Social-ecological systems are complex (Berkes, Colding, & Folke, 2003). They are characterized, among other features, by cross-scale interactions, nonlinear feedback, uncertainty, resilience to change, self-organization, and emergence (Gunderson & Holling, 2002). As a result, researchers face enormous challenges when confronting this complexity in their work (Walker et al., 2002). Traditional scientific methods, founded on a reductionist paradigm, are a poor fit for complex systems and situations (Berkes et al., 2003). As a result, researchers willing to understand the relationship between people and the environment need to adopt a complex systems research approach. Complex systems research is typically characterized by transdisciplinarity (Cundill, Fabricius, & Marti, 2005), self-reflection (Preiser, 2012) and embeddedness of the researcher in the observed system (Midgley, 2000). Complex systems researchers also increasingly often seek to develop applied research (Rogers et al., 2013), where they can generate both practical knowledge which is useful for action and more generic theoretical knowledge. Many contemporary researchers will probably recognize themselves in this description. This encompasses for example research on participatory processes, poverty, gender, business processes, environmental management or policy-making.
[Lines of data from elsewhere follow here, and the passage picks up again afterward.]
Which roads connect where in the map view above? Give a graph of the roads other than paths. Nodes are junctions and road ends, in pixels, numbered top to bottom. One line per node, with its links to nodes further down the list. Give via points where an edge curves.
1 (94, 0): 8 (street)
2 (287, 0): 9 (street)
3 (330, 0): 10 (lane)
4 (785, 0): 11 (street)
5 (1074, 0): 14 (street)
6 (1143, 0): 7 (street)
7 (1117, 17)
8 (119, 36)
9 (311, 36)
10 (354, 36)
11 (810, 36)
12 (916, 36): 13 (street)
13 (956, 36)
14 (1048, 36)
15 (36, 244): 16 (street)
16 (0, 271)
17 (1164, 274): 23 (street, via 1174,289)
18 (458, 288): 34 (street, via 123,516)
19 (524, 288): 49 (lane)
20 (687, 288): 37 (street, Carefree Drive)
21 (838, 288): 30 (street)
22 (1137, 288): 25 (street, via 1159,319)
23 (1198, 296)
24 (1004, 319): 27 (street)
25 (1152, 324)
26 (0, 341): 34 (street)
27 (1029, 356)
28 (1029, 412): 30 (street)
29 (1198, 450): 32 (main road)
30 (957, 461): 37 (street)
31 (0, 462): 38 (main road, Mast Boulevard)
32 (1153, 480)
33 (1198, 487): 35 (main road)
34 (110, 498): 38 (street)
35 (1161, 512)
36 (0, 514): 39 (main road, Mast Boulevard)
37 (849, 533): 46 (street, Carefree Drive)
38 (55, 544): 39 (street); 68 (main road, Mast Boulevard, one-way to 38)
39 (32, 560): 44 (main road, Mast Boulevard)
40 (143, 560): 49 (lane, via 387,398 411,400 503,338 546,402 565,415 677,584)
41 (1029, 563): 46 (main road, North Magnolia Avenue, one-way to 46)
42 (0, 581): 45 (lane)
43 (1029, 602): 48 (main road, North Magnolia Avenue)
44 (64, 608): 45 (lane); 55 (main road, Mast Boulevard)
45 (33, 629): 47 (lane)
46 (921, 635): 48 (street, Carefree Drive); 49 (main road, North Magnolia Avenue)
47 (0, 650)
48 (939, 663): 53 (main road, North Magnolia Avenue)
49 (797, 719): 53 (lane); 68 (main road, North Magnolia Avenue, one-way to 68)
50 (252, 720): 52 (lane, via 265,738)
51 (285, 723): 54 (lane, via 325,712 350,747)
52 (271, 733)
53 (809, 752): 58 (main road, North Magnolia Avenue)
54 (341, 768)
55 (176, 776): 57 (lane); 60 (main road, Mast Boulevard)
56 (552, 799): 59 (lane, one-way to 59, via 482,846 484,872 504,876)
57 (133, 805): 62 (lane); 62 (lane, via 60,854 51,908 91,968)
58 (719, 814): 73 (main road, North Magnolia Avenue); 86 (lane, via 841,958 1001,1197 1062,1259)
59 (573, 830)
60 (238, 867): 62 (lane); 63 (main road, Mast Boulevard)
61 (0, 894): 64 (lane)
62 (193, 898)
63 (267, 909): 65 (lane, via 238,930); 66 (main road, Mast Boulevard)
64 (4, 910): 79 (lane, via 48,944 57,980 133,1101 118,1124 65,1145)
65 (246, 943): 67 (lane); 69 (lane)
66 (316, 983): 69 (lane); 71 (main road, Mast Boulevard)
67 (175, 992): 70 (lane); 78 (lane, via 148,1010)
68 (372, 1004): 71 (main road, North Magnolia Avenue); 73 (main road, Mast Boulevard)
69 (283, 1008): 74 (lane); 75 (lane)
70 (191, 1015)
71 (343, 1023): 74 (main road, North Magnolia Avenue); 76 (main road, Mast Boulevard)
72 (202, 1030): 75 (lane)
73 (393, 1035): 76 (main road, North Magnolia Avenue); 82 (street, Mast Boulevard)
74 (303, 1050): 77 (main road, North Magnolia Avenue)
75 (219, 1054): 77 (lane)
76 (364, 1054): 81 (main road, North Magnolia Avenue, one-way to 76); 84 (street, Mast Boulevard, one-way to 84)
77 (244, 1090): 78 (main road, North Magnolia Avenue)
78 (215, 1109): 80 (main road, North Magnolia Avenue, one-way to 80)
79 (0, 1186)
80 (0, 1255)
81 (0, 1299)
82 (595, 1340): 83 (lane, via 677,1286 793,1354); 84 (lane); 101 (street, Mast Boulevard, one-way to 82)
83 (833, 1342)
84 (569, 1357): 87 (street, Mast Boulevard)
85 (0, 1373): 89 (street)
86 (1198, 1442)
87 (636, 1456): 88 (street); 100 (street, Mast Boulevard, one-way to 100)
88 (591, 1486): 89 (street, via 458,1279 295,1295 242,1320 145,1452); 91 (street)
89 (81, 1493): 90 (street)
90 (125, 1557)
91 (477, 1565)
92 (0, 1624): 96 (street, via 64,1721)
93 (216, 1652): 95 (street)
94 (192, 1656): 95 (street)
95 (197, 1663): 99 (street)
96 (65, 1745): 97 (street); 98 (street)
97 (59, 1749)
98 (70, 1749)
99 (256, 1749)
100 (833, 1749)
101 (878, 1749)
Various terms have been coined in the literature to designate such complex systems research. Cundill et al. (2005), for example, call for “integrated approaches”, Audouin et al. (2013) for a self-reflexive, post-reductionist position, and McGowan et al. (2014) for a “more integrative style of inquiry”. A commonality among these authors is that they all emphasize the need for complex systems researchers to draw from various research approaches and use mixed methods, combining elements of qualitative and quantitative viewpoints, data collection, analysis, and inference techniques (Johnson & Onwuegbuzie, 2004). As highlighted by Rosen (1987, in McGowan et al., 2014, p.3) “no one method is sufficient to appreciate the dynamic, emergent, multi-scale behaviour of complex systems”. In this paper, we will thus focus on complex systems research which is engaged, applied, and using mixed methods.
We will adopt in this paper the concept developed by McGowan et al. (2014, p.1) of a “research journey”: “the research journey underlines the breadth of options researchers follow to appreciate and engage with that complexity […]; researchers knowingly move across a “landscape” where different research methods are located”. However, the breadth of the landscape, characterized by the number of existing research approaches and methods which complex systems researchers may draw from, is immense. Research approaches range from case study analyses (Yin, 2009) to grounded theory (Corbin & Strauss, 2015) or action research (Checkland & Holwell, 1998). With such choice available, early career researchers, multi-disciplinary scholars new to complex systems research and doctoral students in particular, may find it difficult to undertake the research journey. They can “quickly become confused and frustrated by the many directions in which their analyses are pulled” (Cundill et al., 2005, p.2). They often ask questions such as: is it possible to mobilize several research approaches while maintaining the coherence and validity of the research? Are some approaches incompatible with one another? Are there specific methods associated with each of these approaches? There is an overall lack of guidance in adopting integrated approaches (Cundill et al., 2005).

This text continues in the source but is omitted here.